TASK OBJECTIVE:
Report back every line of the entries that contains "pinky", exactly as written.
··· EXTRACTED INFORMATION
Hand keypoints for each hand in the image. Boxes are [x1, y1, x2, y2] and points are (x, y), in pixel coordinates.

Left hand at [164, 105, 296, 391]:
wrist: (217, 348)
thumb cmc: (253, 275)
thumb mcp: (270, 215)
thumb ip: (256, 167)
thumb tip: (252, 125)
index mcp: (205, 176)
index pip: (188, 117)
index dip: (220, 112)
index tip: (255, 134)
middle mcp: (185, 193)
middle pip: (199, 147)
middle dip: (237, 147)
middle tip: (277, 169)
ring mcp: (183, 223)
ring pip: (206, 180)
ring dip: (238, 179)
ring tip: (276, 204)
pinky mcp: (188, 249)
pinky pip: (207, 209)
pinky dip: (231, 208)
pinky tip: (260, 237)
······
YOUR SOLUTION:
pinky mcp: (188, 249)
pinky pip: (207, 209)
pinky dip: (231, 208)
pinky tip: (260, 237)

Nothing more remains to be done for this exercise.